Wer eine Immobilie als Kapitalanlage kauft, muss die Finanzierung anders planen als beim Eigenheim – hier erfährst du, worauf es ankommt.

Was bedeutet Baufinanzierung für eine Kapitalanlage?

Bei einer Baufinanzierung für eine Kapitalanlage nimmst du einen Kredit auf, um eine Immobilie zu kaufen, die du nicht selbst bewohnst, sondern vermietest. Das Ziel ist, langfristig Mieteinnahmen zu erzielen und von einer möglichen Wertsteigerung zu profitieren. Anders als beim Eigenheim steht hier die Rendite im Vordergrund, nicht der eigene Wohnkomfort.

Die Finanzierung funktioniert im Grundprinzip wie bei einer selbst genutzten Immobilie: Du brauchst Eigenkapital, ein regelmäßiges Einkommen und eine gute Bonität. Der entscheidende Unterschied liegt in der steuerlichen Behandlung und der Risikobewertung durch die Bank. Kreditinstitute sehen vermietete Objekte oft als etwas riskanter an, weil die Mieteinnahmen schwanken können.

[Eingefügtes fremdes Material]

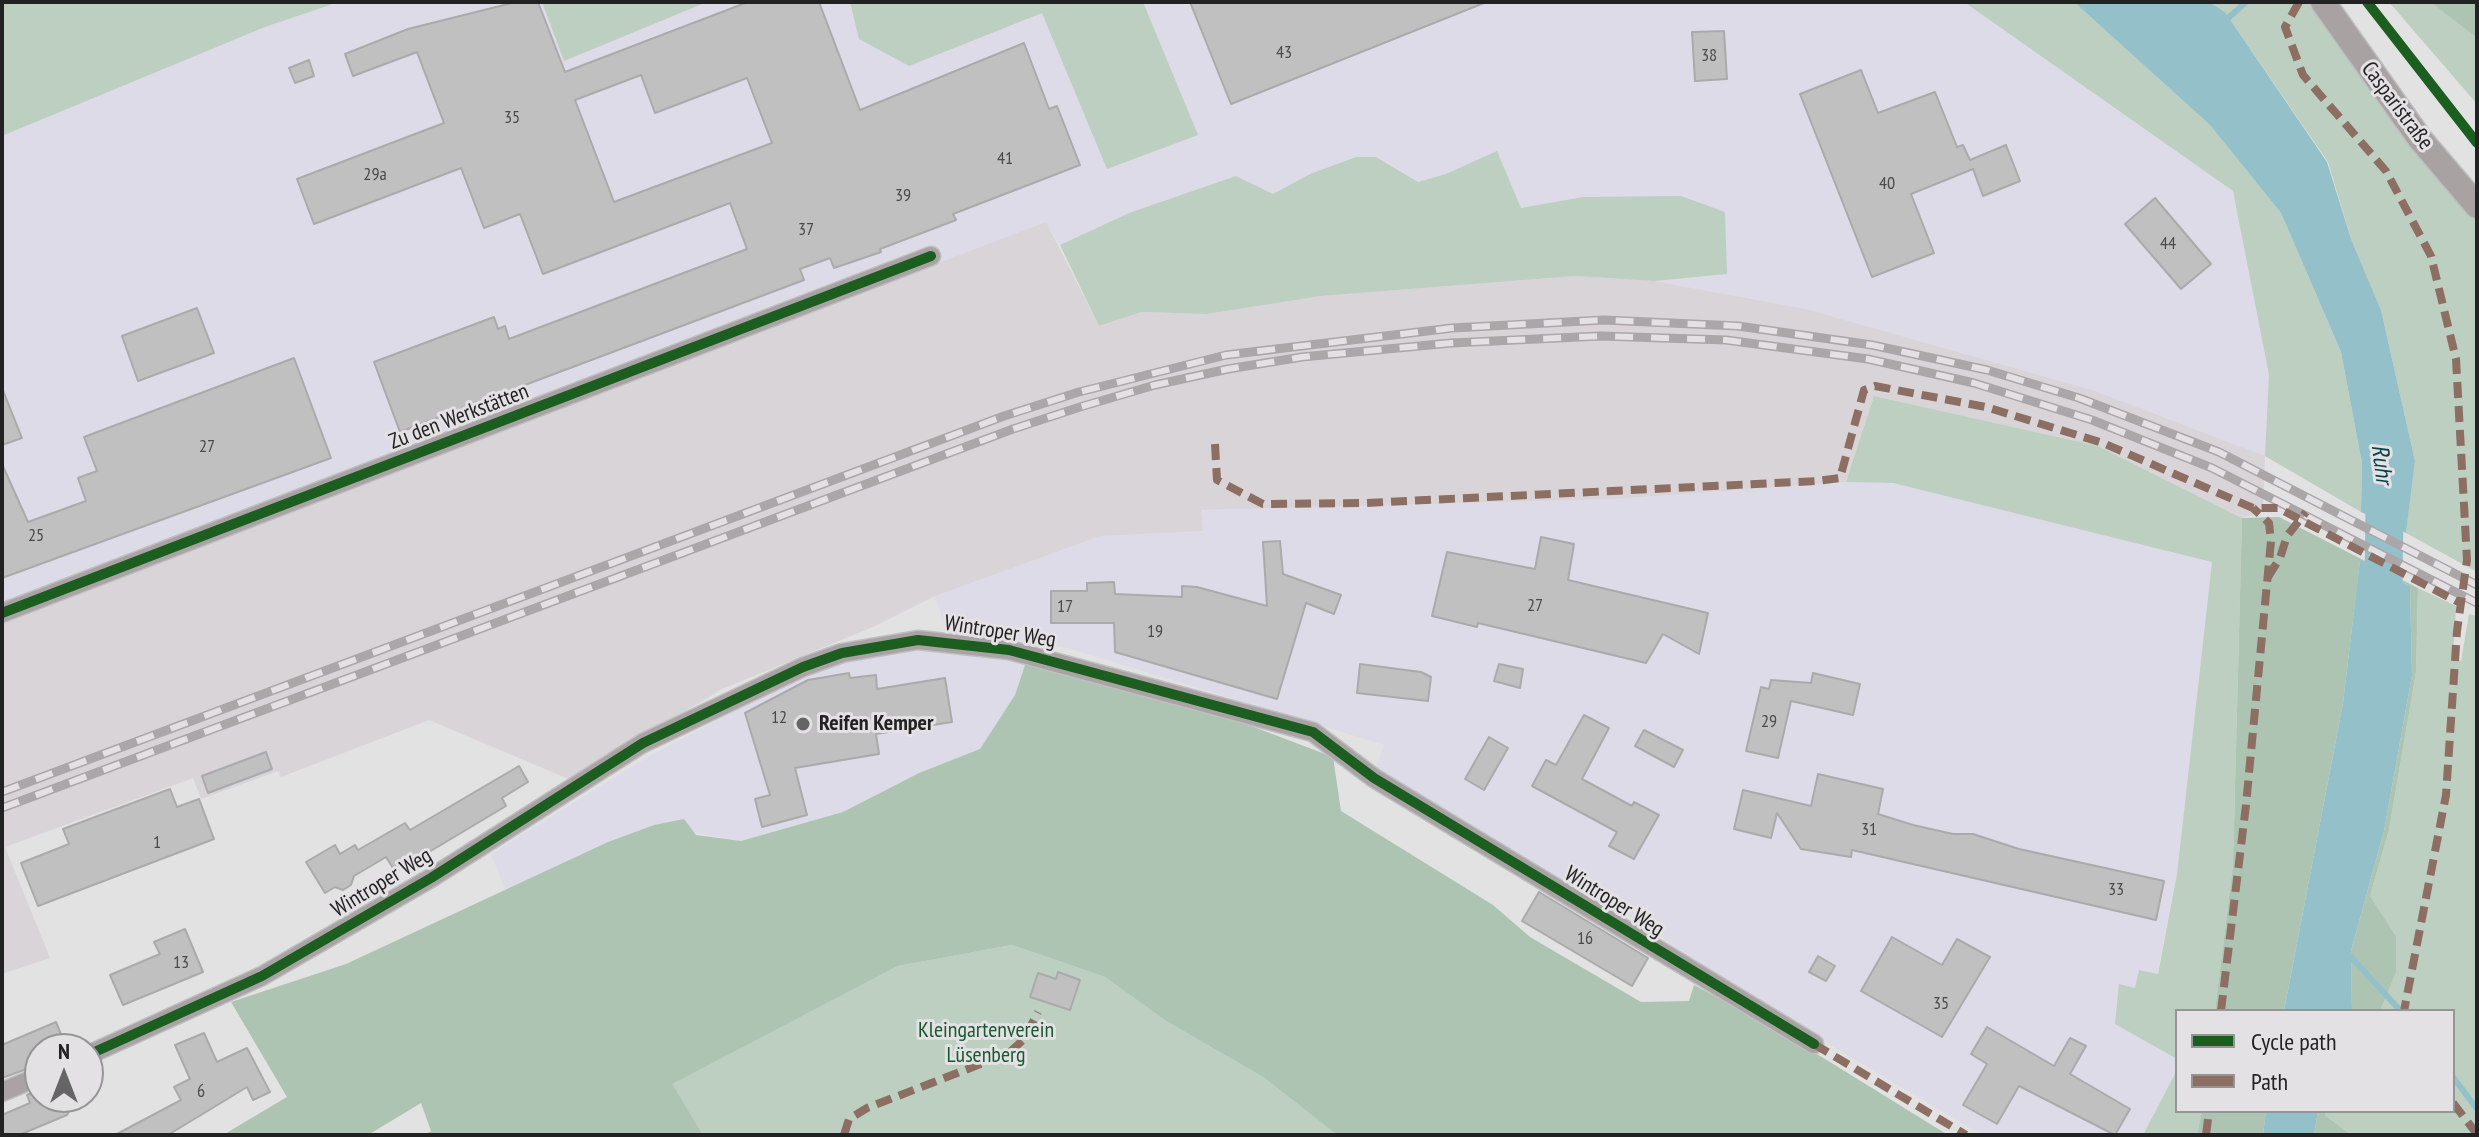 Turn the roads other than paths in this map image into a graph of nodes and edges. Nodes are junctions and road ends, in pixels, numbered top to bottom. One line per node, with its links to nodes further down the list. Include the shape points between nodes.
1 (2323, 2): 2 (main road, Casparistraße, via 2420,139)
2 (2477, 206)
3 (931, 256): 4 (street, Zu den Werkstätten)
4 (2, 613)
5 (1814, 1044): 6 (street, Wintroper Weg, via 1374,778 1313,732 995,646 918,640 884,643 816,662 643,743 431,878 262,976)
6 (104, 1048)
7 (24, 1083): 8 (street)
8 (2, 1092)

Für dich als Investor bedeutet das: Du musst nicht nur die Kaufnebenkosten und die monatliche Rate stemmen, sondern auch Leerstandszeiten und Instandhaltungskosten einplanen. Eine solide Finanzplanung ist daher das A und O, bevor du dich für ein konkretes Objekt entscheidest. Die Bank prüft außerdem, ob die zu erwartende Miete die laufenden Kosten deckt.

Die Regeln zur Kreditvergabe, etwa die Beleihungsgrenze und der Eigenkapitalanteil, können sich im Laufe der Zeit ändern. Du solltest dich frühzeitig mit den aktuellen Konditionen auseinandersetzen, da sich Zinsen und Gesetze ändern können. Ein unabhängiger Finanzierungsberater kann dir helfen, die passende Strategie zu finden.

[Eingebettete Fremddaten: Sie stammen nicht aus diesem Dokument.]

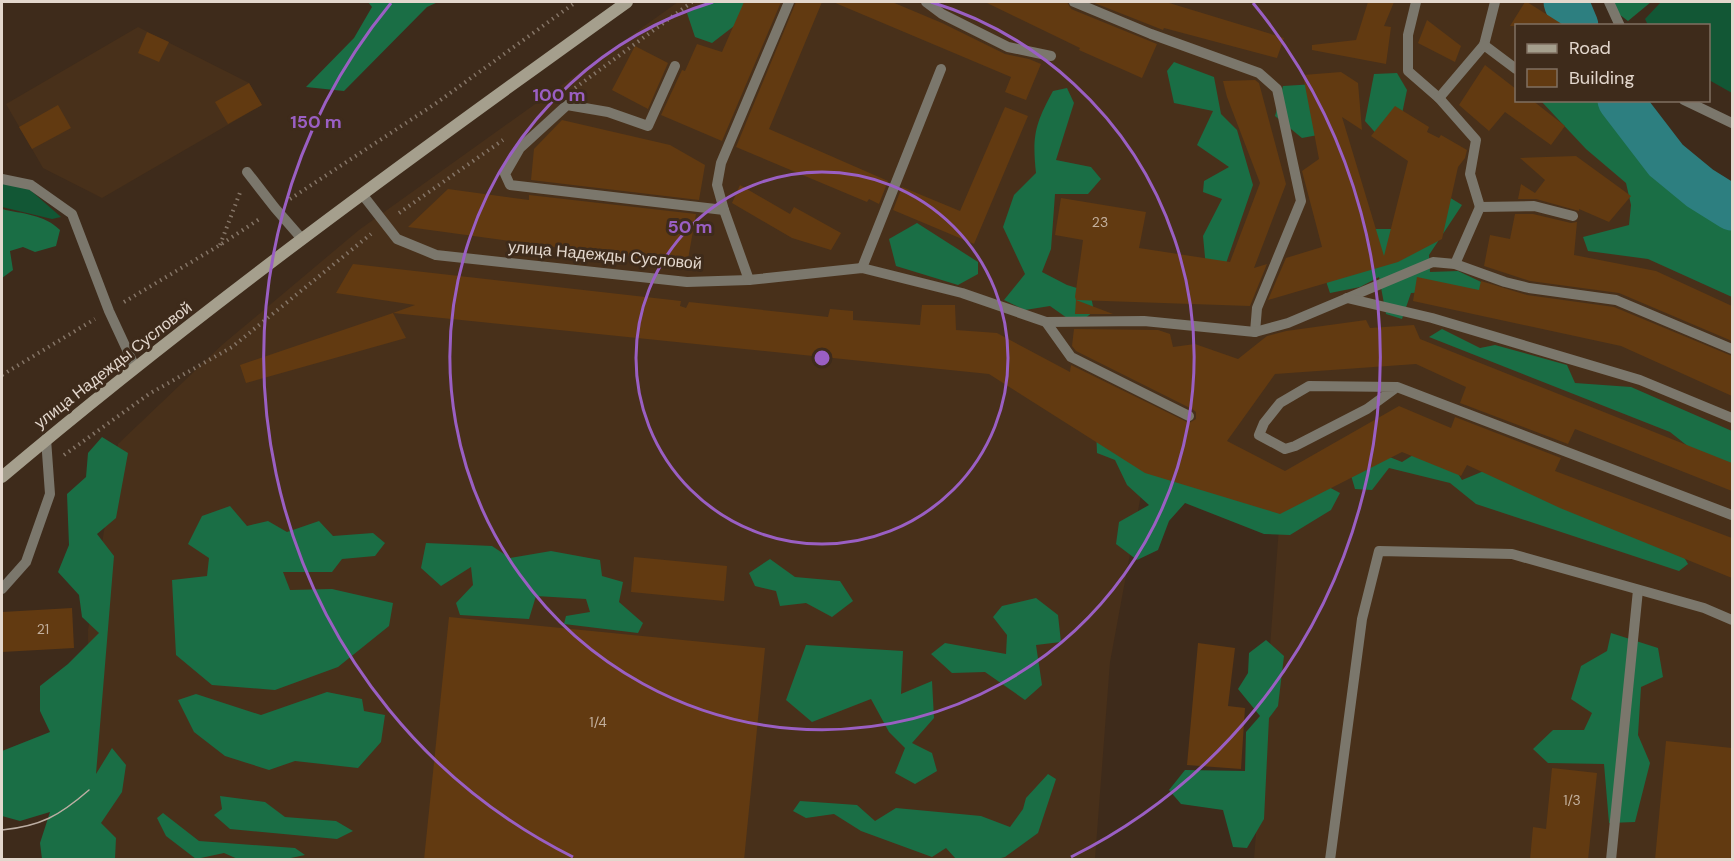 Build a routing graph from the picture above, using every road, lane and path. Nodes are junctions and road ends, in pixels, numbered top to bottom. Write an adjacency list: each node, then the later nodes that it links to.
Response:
1 (576, 2): 22 (path)
2 (627, 2): 20 (main road, улица Надежды Сусловой)
3 (789, 2): 23 (lane)
4 (926, 2): 11 (lane)
5 (1074, 2): 33 (lane)
6 (1416, 2): 15 (lane)
7 (1495, 2): 10 (lane)
8 (1610, 2): 9 (lane)
9 (1619, 24)
10 (1484, 45): 13 (lane); 15 (lane)
11 (1051, 56)
12 (675, 66): 23 (lane)
13 (1515, 68)
14 (941, 69): 28 (lane)
15 (1439, 98): 21 (lane)
16 (1688, 102): 17 (lane)
17 (1732, 123)
18 (247, 172): 22 (lane); 26 (path)
19 (2, 179): 31 (lane)
20 (362, 194): 25 (main road, улица Надежды Сусловой); 29 (lane, улица Надежды Сусловой)
21 (1480, 207): 24 (lane); 27 (lane)
22 (275, 208): 25 (lane); 26 (path)
23 (724, 210): 29 (lane)
24 (1573, 216)
25 (302, 238): 35 (main road, улица Надежды Сусловой)
26 (220, 245): 31 (path)
27 (1455, 264): 30 (lane, улица Надежды Сусловой); 34 (lane, улица Надежды Сусловой)
28 (862, 268): 29 (lane, улица Надежды Сусловой); 32 (lane, улица Надежды Сусловой)
29 (749, 280)
30 (1346, 298): 33 (lane, улица Надежды Сусловой); 39 (lane)
31 (109, 311): 35 (lane); 36 (path)
32 (1046, 322): 33 (lane, улица Надежды Сусловой); 38 (lane)
33 (1255, 332)
34 (1732, 349)
35 (135, 367): 40 (main road, улица Надежды Сусловой)
36 (2, 375)
37 (1397, 387): 37 (lane); 42 (lane)
38 (1189, 416)
39 (1732, 418)
40 (46, 439): 41 (main road, улица Надежды Сусловой); 43 (lane)
41 (2, 477)
42 (1732, 515)
43 (2, 589)
44 (1638, 590): 45 (lane); 46 (lane); 47 (lane)
45 (1732, 620)
46 (1330, 860)
47 (1611, 860)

So funktioniert die Finanzierung einer Mietimmobilie

Der Ablauf ähnelt dem einer normalen Baufinanzierung: Du ermittelst den Kaufpreis, addierst die Kaufnebenkosten wie Grunderwerbsteuer, Notar und Grundbuch, und ziehst dein Eigenkapital ab. Der verbleibende Betrag wird über ein Darlehen finanziert, das du in monatlichen Raten zurückzahlst. Die Höhe der Rate hängt von Zinssatz, Tilgung und Laufzeit ab.

Ein wichtiger Punkt ist die sogenannte Mietrendite. Sie berechnet sich aus den jährlichen Nettomieteinnahmen im Verhältnis zum Kaufpreis inklusive Nebenkosten. Eine realistische Kalkulation hilft dir einzuschätzen, ob die Immobilie sich selbst trägt oder ob du monatlich Geld zuschießen musst. Banken verlangen oft, dass die Miete die Zinsbelastung deckt.

Die Tilgung kannst du flexibel gestalten, aber je höher die anfängliche Tilgung, desto schneller bist du schuldenfrei. Bei einer Kapitalanlage ist es üblich, eine niedrigere Tilgung zu wählen, um die Liquidität zu schonen, da die Zinsen steuerlich absetzbar sein können. Allerdings steigt dadurch die Restschuld am Ende der Zinsbindung, was ein Risiko darstellen kann.

Zusätzlich solltest du einen Puffer für unvorhergesehene Ausgaben einplanen, etwa für Reparaturen oder Mietausfälle. Eine gute Faustregel ist, eine Rücklage in angemessener Höhe zu halten, die je nach Immobilie und persönlicher Situation variieren kann. So bleibst du auch dann eher zahlungsfähig, wenn die Wohnung vorübergehend leer steht oder unerwartete Kosten anfallen.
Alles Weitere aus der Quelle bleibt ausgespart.